Asha Di was the mother, as it happened, of one of Arun’s old flames, and Meenakshi insisted on telling her how domesticated Arun had become. ‘Why, he spends half his evenings on the floor, doing jigsaw puzzles with Aparna.’

A wonderful time was had by all. Mrs Rupa Mehra ate more chocolate cake than her doctor would have advised. Arun told her that he had tried to get her some roses on the way home but had not succeeded.

When the guests had left, Mrs Rupa Mehra began opening her gifts. Arun, meanwhile, with only a word to Meenakshi, drove off in the Austin to try to locate the flower-seller again.

But when she opened the gift from Arun and Meenakshi she burst into injured tears. It was a very expensive japanese lacquer box, which someone had given Meenakshi, and which Meenakshi had once, within earshot of her mother-in-law, described as being ‘utterly ugly, but I suppose I can always give it away’.

Mrs Rupa Mehra had retreated from the drawing room and was sitting on her bed in the small bedroom with a hunted expression on her face.

‘What’s the matter, Ma?’ said Varun.

‘But the box is beautiful, Ma,’ said Savita.

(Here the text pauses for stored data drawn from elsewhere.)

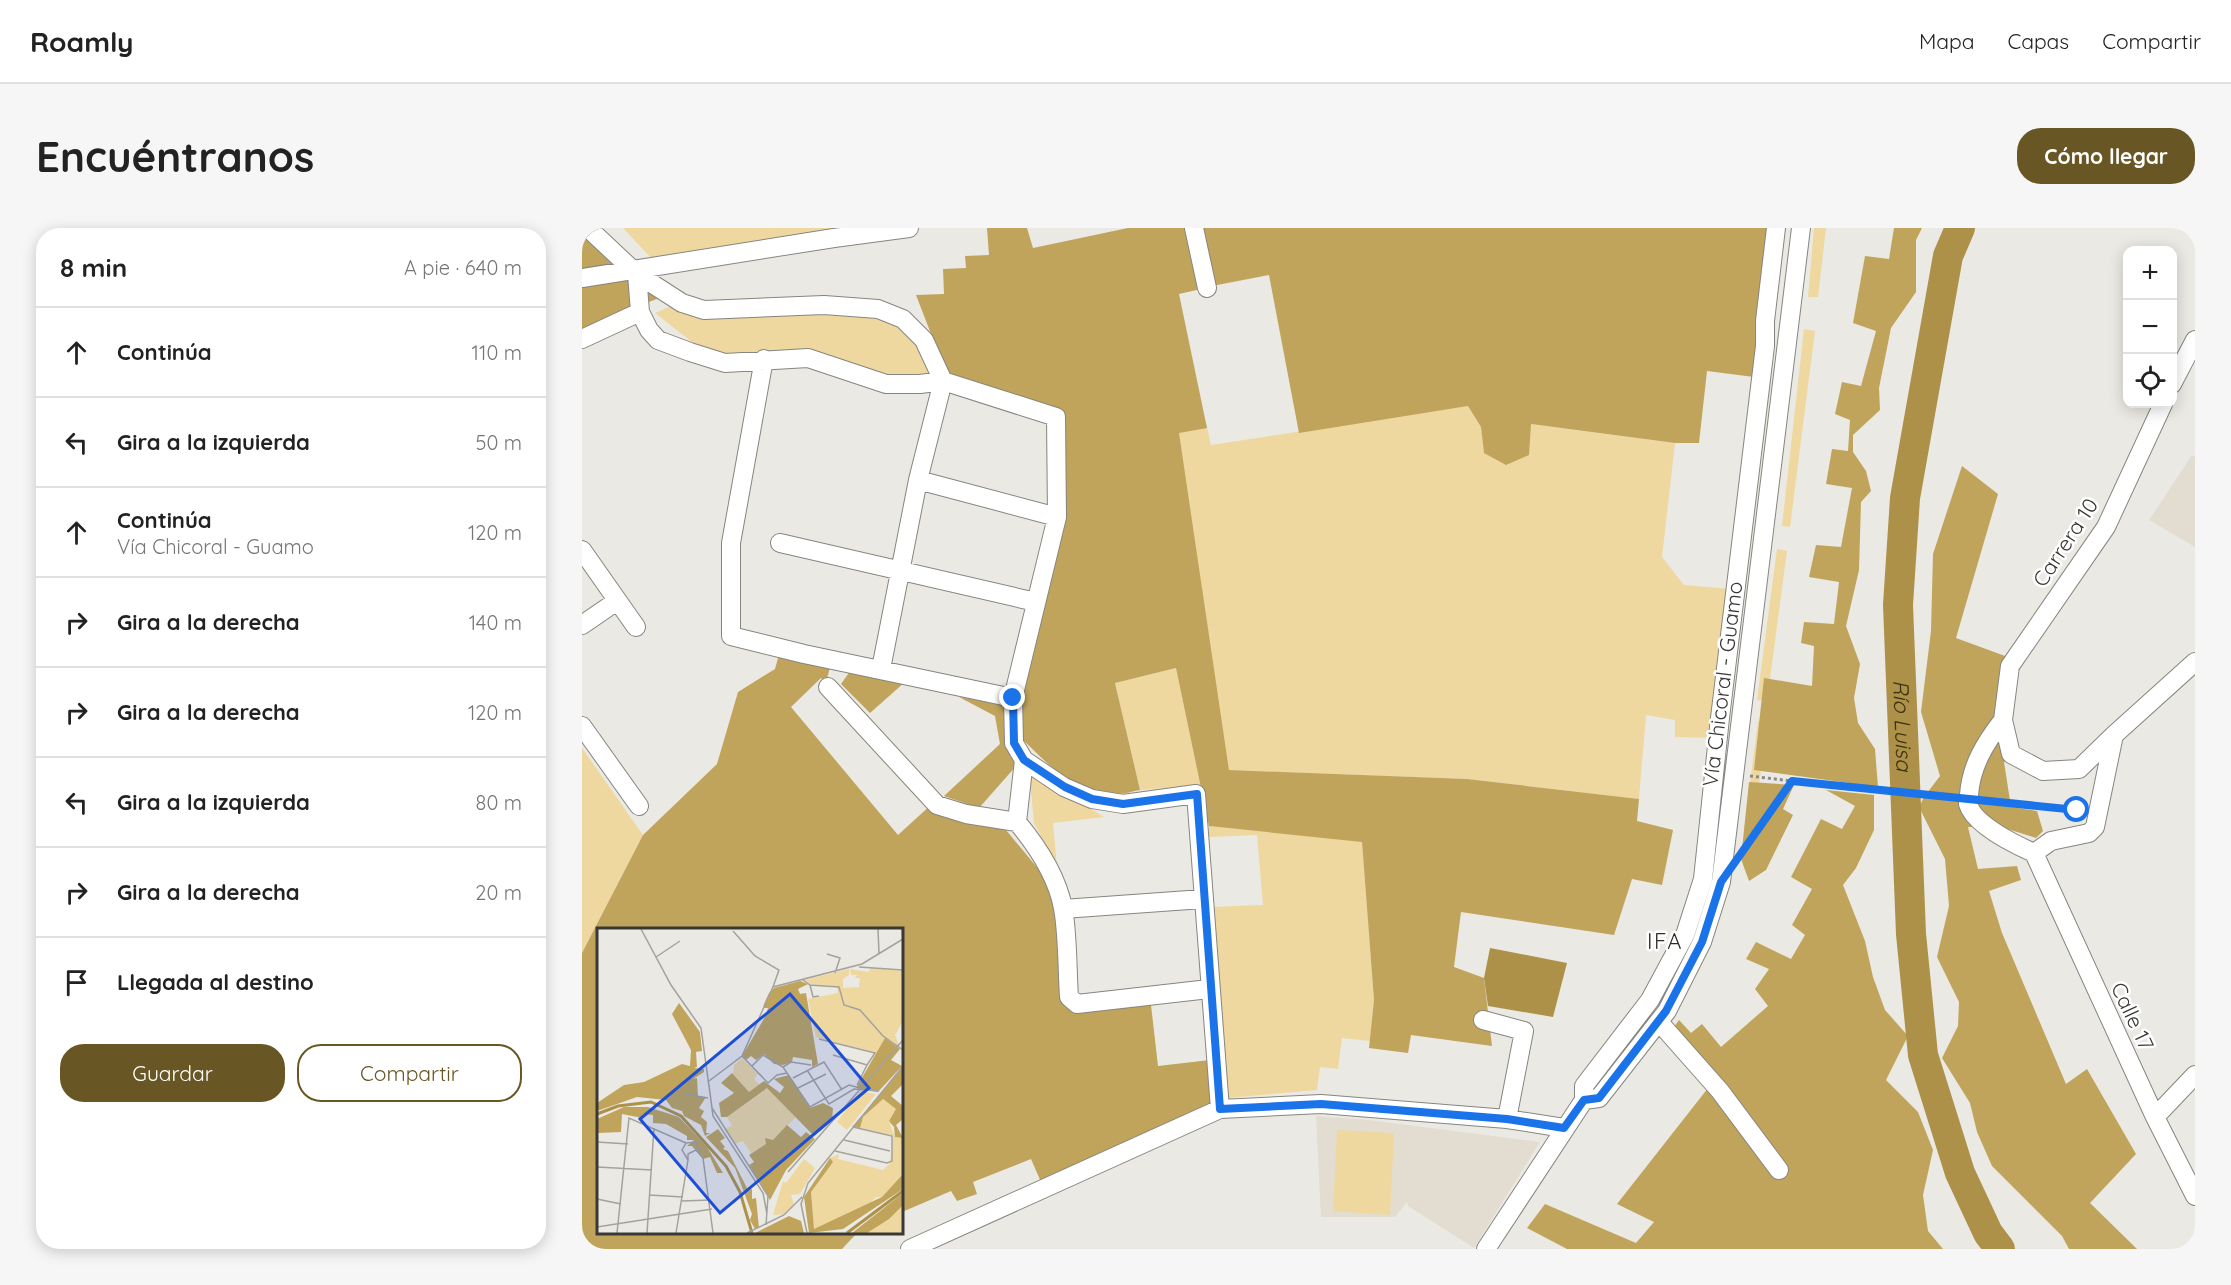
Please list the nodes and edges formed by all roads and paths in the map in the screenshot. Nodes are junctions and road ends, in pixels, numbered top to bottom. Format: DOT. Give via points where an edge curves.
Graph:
graph roads {
  1 [pos="588,228"];
  2 [pos="909,228"];
  3 [pos="1194,228"];
  4 [pos="1776,228"];
  5 [pos="1801,228"];
  6 [pos="634,272"];
  7 [pos="582,278"];
  8 [pos="1207,288"];
  9 [pos="640,312"];
  10 [pos="1765,321"];
  11 [pos="1789,325"];
  12 [pos="582,339"];
  13 [pos="2195,340"];
  14 [pos="764,359"];
  15 [pos="2188,371"];
  16 [pos="943,381"];
  17 [pos="2161,408"];
  18 [pos="918,480"];
  19 [pos="1058,517"];
  20 [pos="1741,539"];
  21 [pos="1762,541"];
  22 [pos="780,543"];
  23 [pos="582,550"];
  24 [pos="900,571"];
  25 [pos="617,601"];
  26 [pos="1036,602"];
  27 [pos="582,625"];
  28 [pos="636,627"];
  29 [pos="2195,662"];
  30 [pos="881,669"];
  31 [pos="828,687"];
  32 [pos="1013,698"];
  33 [pos="1722,704"];
  34 [pos="1742,707"];
  35 [pos="2003,720"];
  36 [pos="582,726"];
  37 [pos="2114,735"];
  38 [pos="1024,760"];
  39 [pos="1734,774"];
  40 [pos="1792,781"];
  41 [pos="639,807"];
  42 [pos="2077,810"];
  43 [pos="1017,822"];
  44 [pos="1708,830"];
  45 [pos="1726,833"];
  46 [pos="2034,853"];
  47 [pos="1740,854"];
  48 [pos="1203,899"];
  49 [pos="1063,909"];
  50 [pos="1209,989"];
  51 [pos="1650,1000"];
  52 [pos="1663,1016"];
  53 [pos="1483,1020"];
  54 [pos="2195,1075"];
  55 [pos="1584,1100"];
  56 [pos="1220,1109"];
  57 [pos="2155,1117"];
  58 [pos="1507,1119"];
  59 [pos="1564,1128"];
  60 [pos="1779,1170"];
  61 [pos="2195,1196"];
  62 [pos="910,1249"];
  63 [pos="1486,1249"];
  1 -- 6 [label="street"];
  2 -- 6 [label="street"];
  3 -- 8 [label="street"];
  4 -- 10 [label="street, Vía Chicoral - Guamo"];
  5 -- 11 [label="street, Vía Chicoral - Guamo"];
  6 -- 7 [label="street"];
  6 -- 9 [label="street"];
  6 -- 16 [label="street" via="682,303 704,310 824,305 878,309 903,319 924,340"];
  9 -- 12 [label="street"];
  9 -- 14 [label="street" via="658,340 725,363"];
  10 -- 11 [label="street"];
  10 -- 20 [label="street, Vía Chicoral - Guamo"];
  11 -- 21 [label="street, Vía Chicoral - Guamo"];
  13 -- 15 [label="street"];
  14 -- 16 [label="street" via="808,358 886,384"];
  14 -- 30 [label="street" via="731,543 731,636"];
  16 -- 18 [label="street"];
  16 -- 19 [label="street" via="1056,417"];
  17 -- 35 [label="street, Carrera 10" via="2106,527 2010,666"];
  18 -- 19 [label="street"];
  18 -- 24 [label="street"];
  19 -- 26 [label="street"];
  20 -- 21 [label="street"];
  20 -- 33 [label="street, Vía Chicoral - Guamo"];
  21 -- 34 [label="street, Vía Chicoral - Guamo"];
  22 -- 24 [label="street"];
  23 -- 25 [label="street"];
  24 -- 26 [label="street"];
  24 -- 30 [label="street"];
  25 -- 27 [label="street"];
  25 -- 28 [label="street"];
  26 -- 32 [label="street"];
  29 -- 37 [label="street"];
  30 -- 32 [label="street"];
  31 -- 43 [label="street" via="937,805"];
  32 -- 38 [label="street" via="1014,743"];
  33 -- 34 [label="street"];
  33 -- 44 [label="street, Vía Chicoral - Guamo"];
  34 -- 39 [label="street, Vía Chicoral - Guamo"];
  35 -- 37 [label="street" via="2011,753 2043,771 2079,769"];
  35 -- 46 [label="street" via="1984,744 1970,779 1968,804 1979,820 2006,841"];
  36 -- 41 [label="street"];
  37 -- 46 [label="street" via="2095,827 2089,833 2051,841"];
  38 -- 43 [label="street"];
  38 -- 48 [label="street" via="1065,787 1092,799 1123,804 1197,794"];
  39 -- 40 [label="path"];
  39 -- 45 [label="street, Vía Chicoral - Guamo"];
  40 -- 42 [label="path, bridge"];
  40 -- 47 [label="path"];
  43 -- 49 [label="street" via="1036,846"];
  44 -- 45 [label="street"];
  44 -- 51 [label="street, Vía Chicoral - Guamo" via="1703,879 1685,935"];
  45 -- 52 [label="street, Vía Chicoral - Guamo" via="1725,864 1702,942"];
  46 -- 57 [label="street, Calle 17"];
  48 -- 49 [label="street"];
  48 -- 50 [label="street"];
  49 -- 50 [label="street" via="1069,997 1077,1004"];
  50 -- 56 [label="street"];
  51 -- 52 [label="street"];
  51 -- 55 [label="street, Vía Chicoral - Guamo" via="1584,1086"];
  52 -- 55 [label="street, Vía Chicoral - Guamo" via="1599,1098"];
  52 -- 60 [label="street"];
  53 -- 58 [label="street" via="1524,1031"];
  54 -- 57 [label="street"];
  55 -- 59 [label="street, Vía Chicoral - Guamo"];
  56 -- 58 [label="street" via="1321,1104"];
  56 -- 62 [label="street"];
  57 -- 61 [label="street, Calle 17"];
  58 -- 59 [label="street"];
  59 -- 63 [label="street, Vía Chicoral - Guamo"];
}
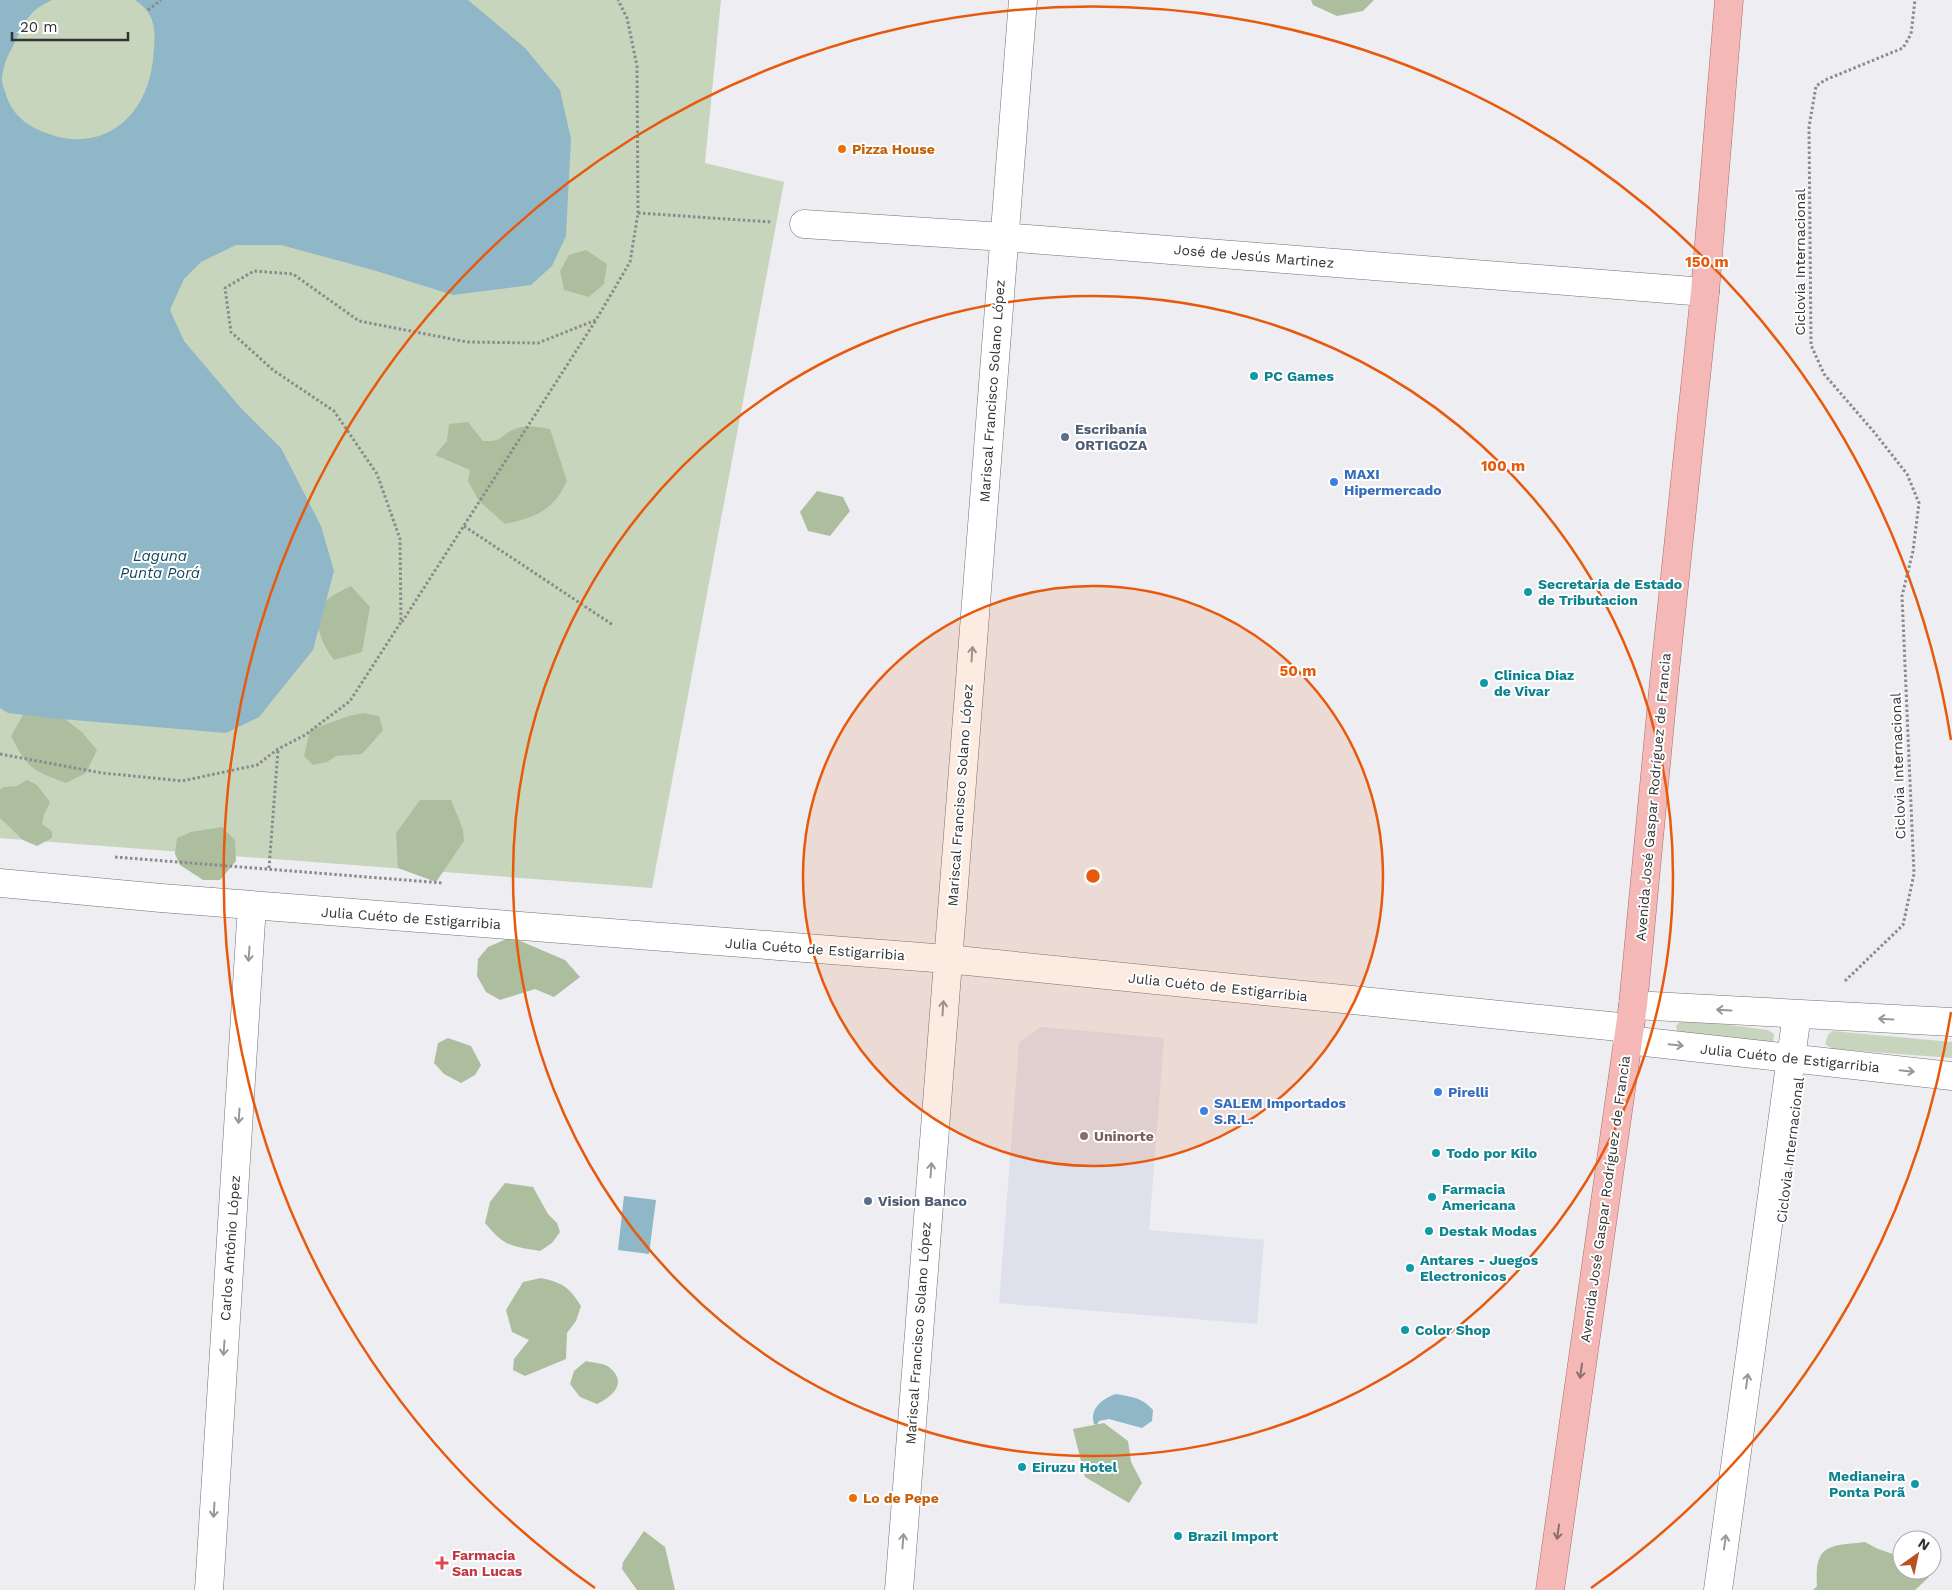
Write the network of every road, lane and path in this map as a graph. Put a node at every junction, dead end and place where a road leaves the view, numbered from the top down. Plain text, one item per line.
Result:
1 (161, 0) edge
2 (618, 0) edge
3 (1023, 0) edge
4 (1728, 0) edge
5 (1915, 0) edge
6 (148, 10) dead end
7 (638, 214) junction
8 (804, 224) joint
9 (1004, 237) junction
10 (1705, 292) junction
11 (596, 320) junction
12 (464, 526) junction
13 (401, 622) junction
14 (613, 625) dead end
15 (278, 749) junction
16 (0, 754) edge
17 (0, 883) edge
18 (259, 906) junction
19 (947, 959) junction
20 (1797, 1014) junction
21 (1825, 1015) junction
22 (1952, 1022) edge
23 (1630, 1024) junction
24 (1791, 1058) junction
25 (1952, 1076) edge
26 (209, 1590) edge
27 (899, 1590) edge
28 (1550, 1590) edge
29 (1718, 1590) edge

1 - 6 path
2 - 7 path
3 - 9 street, Mariscal Francisco Solano López
4 - 10 main road, Avenida José Gaspar Rodríguez de Francia
5 - 21 path, Ciclovia Internacional
7 - 8 path
7 - 11 path
8 - 9 street, José de Jesús Martinez
9 - 10 street, José de Jesús Martinez
19 -> 9 street, Mariscal Francisco Solano López
10 - 23 main road, Avenida José Gaspar Rodríguez de Francia
11 - 12 path
11 - 13 path
12 - 13 path
12 - 14 path
13 - 15 path
15 - 16 path
15 - 18 path
17 - 18 street, Julia Cuéto de Estigarribia
18 - 19 street, Julia Cuéto de Estigarribia
18 -> 26 street, Carlos Antônio López
19 - 23 street, Julia Cuéto de Estigarribia
27 -> 19 street, Mariscal Francisco Solano López
20 - 21 street, Julia Cuéto de Estigarribia
20 -> 23 street, Julia Cuéto de Estigarribia
20 - 24 street
22 -> 21 street, Julia Cuéto de Estigarribia
23 -> 24 street, Julia Cuéto de Estigarribia
23 -> 28 main road, Avenida José Gaspar Rodríguez de Francia
24 -> 25 street, Julia Cuéto de Estigarribia
29 -> 24 street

‘You can keep the lacquer box, I don’t care,’ sobbed Mrs Rupa Mehra. ‘I don’t care whether I have the flowers or not, I know what he was feeling, what love he has for me, you can say anything you like, but I know. You can say anything you like, now you all go away, I want to be by myself.’

They looked at her with incredulity – it was as if Garbo had decided to join the Pul Mela.

‘Oh, Ma’s just being difficult. Arun treats her much better than he treats me,’ said Meenakshi.

‘But, Ma –’ said Lata.

‘You also, go now. I know him, he is like his father. For all his tempers, his tantrums, his blow-ups, his fussiness, he has a big heart. But Meenakshi, for all her style, her thankyous, her goodbyes, her elegant laughter, her lacquer boxes, her Ballygunge Chatterjis, doesn’t care for anyone. And least of all for me.’

‘That’s right, Ma –’ said Meenakshi. ‘If at first you don’t succeed, cry, cry again.’

‘Impossible! she thought to herself, and walked out of the bedroom.

‘But, Ma –’ said Savita, turning the box around in her hands.

Mrs Rupa Mehra shook her head.

Slowly, with puzzled looks, her children filed out.

Mrs Rupa Mehra started weeping again and hardly noticed or cared. No one understood her, none of her children, no one, not even Lata. She wanted never to see another birthday. Why had her husband gone and died when she had loved him so much? No one would ever hold her again as a man holds a woman, no one would cheer her up as one cheers up a child, her husband was eight years dead, and soon he would be eighteen years dead, and soon twenty-eight.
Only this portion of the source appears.